Operational public infrastructure assets, where the risk is already borne by the state, will be monetised systematically, to increase the governments’ own fiscal heft to fund infrastructure. The assets to be up for grabs will include prime land parcels, highway stretches, power transmission networks, freight corridors, airports, ports, gas pipelines, warehousing facilities and even sports stadiums. The proceeds are meant for productive re-investments in infrastructure.

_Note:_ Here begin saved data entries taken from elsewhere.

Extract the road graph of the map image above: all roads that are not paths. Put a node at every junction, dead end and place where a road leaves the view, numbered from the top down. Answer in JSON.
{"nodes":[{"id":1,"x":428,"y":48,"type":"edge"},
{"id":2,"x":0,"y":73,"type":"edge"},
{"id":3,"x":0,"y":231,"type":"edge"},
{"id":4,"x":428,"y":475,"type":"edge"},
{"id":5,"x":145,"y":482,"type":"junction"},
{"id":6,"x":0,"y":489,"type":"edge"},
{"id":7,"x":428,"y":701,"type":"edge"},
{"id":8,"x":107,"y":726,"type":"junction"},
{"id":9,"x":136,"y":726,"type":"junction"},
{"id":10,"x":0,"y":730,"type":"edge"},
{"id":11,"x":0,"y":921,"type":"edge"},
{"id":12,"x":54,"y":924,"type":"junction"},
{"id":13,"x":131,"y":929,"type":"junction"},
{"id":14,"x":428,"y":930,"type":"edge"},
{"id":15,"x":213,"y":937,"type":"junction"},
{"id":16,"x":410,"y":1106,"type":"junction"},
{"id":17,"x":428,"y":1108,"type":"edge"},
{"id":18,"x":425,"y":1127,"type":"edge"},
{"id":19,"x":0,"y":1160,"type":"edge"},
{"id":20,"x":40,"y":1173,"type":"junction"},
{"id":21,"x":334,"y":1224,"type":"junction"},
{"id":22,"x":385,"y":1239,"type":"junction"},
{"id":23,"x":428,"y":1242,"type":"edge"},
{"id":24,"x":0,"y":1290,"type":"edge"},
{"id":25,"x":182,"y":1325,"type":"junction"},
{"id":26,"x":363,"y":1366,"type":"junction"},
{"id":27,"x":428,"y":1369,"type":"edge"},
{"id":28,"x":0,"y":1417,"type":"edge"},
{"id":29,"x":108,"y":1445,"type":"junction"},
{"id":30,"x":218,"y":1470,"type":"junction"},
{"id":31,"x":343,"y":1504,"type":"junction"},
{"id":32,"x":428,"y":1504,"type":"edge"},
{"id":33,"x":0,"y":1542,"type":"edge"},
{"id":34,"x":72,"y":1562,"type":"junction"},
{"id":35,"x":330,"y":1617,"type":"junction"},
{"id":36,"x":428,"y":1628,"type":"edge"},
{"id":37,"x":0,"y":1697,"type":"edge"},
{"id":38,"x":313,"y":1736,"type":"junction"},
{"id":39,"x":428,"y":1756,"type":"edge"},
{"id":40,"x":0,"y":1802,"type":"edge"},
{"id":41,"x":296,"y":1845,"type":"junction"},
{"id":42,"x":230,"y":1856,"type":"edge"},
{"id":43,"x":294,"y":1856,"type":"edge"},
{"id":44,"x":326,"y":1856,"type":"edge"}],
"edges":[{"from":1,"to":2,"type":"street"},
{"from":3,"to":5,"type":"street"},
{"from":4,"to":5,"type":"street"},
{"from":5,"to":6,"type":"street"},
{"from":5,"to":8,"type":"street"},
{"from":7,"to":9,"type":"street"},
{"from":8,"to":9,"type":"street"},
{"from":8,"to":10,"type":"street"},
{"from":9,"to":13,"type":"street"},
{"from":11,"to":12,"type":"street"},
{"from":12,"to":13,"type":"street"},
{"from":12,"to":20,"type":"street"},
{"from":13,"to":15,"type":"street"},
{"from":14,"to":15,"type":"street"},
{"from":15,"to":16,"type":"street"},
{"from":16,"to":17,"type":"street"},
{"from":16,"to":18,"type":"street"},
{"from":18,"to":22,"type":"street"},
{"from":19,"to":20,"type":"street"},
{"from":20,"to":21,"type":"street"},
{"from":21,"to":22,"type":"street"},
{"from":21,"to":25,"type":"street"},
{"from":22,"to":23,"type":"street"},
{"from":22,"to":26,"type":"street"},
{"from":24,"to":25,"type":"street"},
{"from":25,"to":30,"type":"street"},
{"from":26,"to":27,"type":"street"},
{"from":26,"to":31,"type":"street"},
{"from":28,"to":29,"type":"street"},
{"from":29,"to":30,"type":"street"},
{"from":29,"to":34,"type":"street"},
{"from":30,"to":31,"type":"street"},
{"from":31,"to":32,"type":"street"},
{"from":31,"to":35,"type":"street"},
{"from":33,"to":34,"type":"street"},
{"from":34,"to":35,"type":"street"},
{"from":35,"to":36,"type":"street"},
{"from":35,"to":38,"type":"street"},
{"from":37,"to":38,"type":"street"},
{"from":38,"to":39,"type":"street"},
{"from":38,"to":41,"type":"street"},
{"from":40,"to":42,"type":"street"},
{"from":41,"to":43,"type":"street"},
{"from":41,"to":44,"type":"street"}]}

The minister announced creation of a new development financial institution (DFI), with `20,000 crore initial capital base and higher risk-tolerance than banks or even state-run, sector-specific lenders like PFC-REC or IRFC. The proposed DFI will aspire to have a lending portfolio of “at least `5 lakh crore in three years”. It will work under a framework where private corporate funds and even global patient capital will find viability in India’s infrastructure projects. The idea is to address the issue of asset-liability mismatches faced by banks as they lend to long-gestation projects and lure the elusive private investor. The DFI will be distinctly different from the existing four — Nabard, NHB, Sidbi, and EXIM Bank — or even the IIFCL. It will provide not just incremental last-mile finance and refinance, but will be the key anchor of the projects being financed.

Despite the sharp fall in revenue — gross tax receipts in FY21 are seen down `5.2 lakh crore or 22% from the Budget Estimate (BE) — and unusually enlarged fiscal deficit (9.5% of GDP or 2.7 times the BE in FY21 and 6.8% in FY22), Budget capex in the current fiscal is revised to `4.39 lakh crore from `4.12 lakh crore (BE). The outlay for FY22 is, again, an impressive `5.54 lakh crore, up 65% from the FY20 level.

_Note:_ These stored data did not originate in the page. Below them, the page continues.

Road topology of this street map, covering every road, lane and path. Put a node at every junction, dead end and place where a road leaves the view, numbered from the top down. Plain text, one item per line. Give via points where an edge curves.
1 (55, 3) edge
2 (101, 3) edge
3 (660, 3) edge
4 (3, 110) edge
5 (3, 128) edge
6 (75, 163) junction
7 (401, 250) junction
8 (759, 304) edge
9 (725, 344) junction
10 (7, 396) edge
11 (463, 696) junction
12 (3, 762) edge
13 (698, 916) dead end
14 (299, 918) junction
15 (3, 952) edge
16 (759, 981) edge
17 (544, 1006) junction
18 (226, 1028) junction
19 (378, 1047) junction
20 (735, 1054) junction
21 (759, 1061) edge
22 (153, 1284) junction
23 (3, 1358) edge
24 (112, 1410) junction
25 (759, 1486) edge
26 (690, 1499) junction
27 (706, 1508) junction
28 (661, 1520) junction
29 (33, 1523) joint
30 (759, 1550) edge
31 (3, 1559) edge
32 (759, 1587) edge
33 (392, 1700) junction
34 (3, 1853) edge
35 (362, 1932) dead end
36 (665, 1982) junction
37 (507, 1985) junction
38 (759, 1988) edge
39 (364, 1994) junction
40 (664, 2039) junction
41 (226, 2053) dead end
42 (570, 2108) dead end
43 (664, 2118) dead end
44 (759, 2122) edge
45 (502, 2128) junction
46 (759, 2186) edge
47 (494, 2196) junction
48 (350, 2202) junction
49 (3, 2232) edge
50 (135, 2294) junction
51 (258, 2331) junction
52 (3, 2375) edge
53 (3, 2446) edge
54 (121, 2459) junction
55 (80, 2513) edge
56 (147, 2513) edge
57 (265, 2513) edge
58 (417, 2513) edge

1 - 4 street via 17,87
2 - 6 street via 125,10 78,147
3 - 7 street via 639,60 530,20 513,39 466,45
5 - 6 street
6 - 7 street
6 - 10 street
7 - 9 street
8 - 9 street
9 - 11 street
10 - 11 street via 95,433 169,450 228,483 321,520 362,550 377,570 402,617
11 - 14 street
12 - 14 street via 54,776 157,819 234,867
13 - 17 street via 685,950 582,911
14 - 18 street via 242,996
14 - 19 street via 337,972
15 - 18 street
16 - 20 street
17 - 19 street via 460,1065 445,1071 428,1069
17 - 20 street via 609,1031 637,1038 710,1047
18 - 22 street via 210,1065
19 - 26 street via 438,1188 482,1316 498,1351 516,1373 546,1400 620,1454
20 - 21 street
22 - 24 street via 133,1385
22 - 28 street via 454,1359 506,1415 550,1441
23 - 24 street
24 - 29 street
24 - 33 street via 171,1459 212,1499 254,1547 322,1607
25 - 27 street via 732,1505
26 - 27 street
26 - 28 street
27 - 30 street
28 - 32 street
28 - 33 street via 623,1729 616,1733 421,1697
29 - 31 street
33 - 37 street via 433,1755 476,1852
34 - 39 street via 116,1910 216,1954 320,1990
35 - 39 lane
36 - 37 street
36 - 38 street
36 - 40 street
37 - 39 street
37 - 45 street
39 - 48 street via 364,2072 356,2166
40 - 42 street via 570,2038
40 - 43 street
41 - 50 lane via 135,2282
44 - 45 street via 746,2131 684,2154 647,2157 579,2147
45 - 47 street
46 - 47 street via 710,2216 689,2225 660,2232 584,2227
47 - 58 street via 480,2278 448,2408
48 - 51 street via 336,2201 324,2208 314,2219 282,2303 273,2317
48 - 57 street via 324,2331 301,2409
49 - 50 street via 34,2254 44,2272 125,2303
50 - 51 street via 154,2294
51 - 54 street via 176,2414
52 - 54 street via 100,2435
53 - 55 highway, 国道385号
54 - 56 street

However, overall public capital expenditures, including those financed by internal resources of CPSEs and extra budgetary resources, are seen at the same level as the BE in the RE for FY21 (`10.85 lakh crore) and only marginally higher (`11.37 lakh crore) in FY22. Also, since tax transfers to states are heavily impacted by the dip in collections and the states’ declining share in gross receipts, their capex plans could be adversely impacted.

While monetisation of public assets, including prime lands with CPSEs, and other undertakings like the defence establishments, major ports, and the railways, have been talked about for a while, the progress has been tardy. The National Highways Authority of India has managed to leverage some of its operational highway stretches to raise a few thousand crores. Unlocking of the huge capital locked in such assets could now be more efficient, with the minister announcing a ‘National Monetisation Pipeline’ of potential brownfield infrastructure assets.

Debt financing of infrastructure investment trusts and real estate investment trusts will be facilitated, augmenting capital availability for infrastructure and real estate sectors. Eligible infrastructure debt funds can issue tax-efficient zero coupon bonds, so that larger pool of household savings could be tapped for the upcoming projects.